Scan the entries for the word "dead", and copy every line where it appears.
Start of TASK INPUT
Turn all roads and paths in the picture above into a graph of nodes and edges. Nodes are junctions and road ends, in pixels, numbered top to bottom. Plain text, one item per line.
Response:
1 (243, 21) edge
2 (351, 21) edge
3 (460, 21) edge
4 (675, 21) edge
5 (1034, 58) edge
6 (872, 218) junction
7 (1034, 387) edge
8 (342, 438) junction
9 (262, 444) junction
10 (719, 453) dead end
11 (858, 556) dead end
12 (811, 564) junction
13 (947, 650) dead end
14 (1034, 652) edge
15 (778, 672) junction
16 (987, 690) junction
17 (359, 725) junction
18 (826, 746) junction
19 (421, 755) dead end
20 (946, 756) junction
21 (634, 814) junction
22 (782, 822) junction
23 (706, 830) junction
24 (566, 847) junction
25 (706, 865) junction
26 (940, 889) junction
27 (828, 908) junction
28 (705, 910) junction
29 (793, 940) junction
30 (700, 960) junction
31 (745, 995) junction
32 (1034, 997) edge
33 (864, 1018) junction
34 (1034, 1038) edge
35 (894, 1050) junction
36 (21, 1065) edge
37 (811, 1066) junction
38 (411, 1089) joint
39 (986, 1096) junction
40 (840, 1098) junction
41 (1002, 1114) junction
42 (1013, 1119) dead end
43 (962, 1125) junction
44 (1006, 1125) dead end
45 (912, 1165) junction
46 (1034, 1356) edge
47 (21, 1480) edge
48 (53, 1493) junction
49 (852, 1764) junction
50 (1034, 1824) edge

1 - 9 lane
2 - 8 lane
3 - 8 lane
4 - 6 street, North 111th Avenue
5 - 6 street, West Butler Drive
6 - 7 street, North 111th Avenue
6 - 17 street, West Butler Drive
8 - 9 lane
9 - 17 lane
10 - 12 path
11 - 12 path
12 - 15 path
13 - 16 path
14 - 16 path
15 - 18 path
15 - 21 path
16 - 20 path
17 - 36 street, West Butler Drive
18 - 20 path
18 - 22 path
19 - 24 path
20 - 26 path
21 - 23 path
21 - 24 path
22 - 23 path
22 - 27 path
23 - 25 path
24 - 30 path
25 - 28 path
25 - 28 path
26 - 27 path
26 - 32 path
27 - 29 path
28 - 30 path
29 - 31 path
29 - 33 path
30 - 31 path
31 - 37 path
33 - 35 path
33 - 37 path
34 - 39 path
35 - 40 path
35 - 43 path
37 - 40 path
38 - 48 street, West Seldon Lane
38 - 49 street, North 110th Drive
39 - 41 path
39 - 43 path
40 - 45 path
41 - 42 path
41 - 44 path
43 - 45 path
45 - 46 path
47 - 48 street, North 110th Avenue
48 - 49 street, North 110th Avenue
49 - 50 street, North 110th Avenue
End of TASK INPUT
- WRITTEN REPLY:
10 (719, 453) dead end
11 (858, 556) dead end
13 (947, 650) dead end
19 (421, 755) dead end
42 (1013, 1119) dead end
44 (1006, 1125) dead end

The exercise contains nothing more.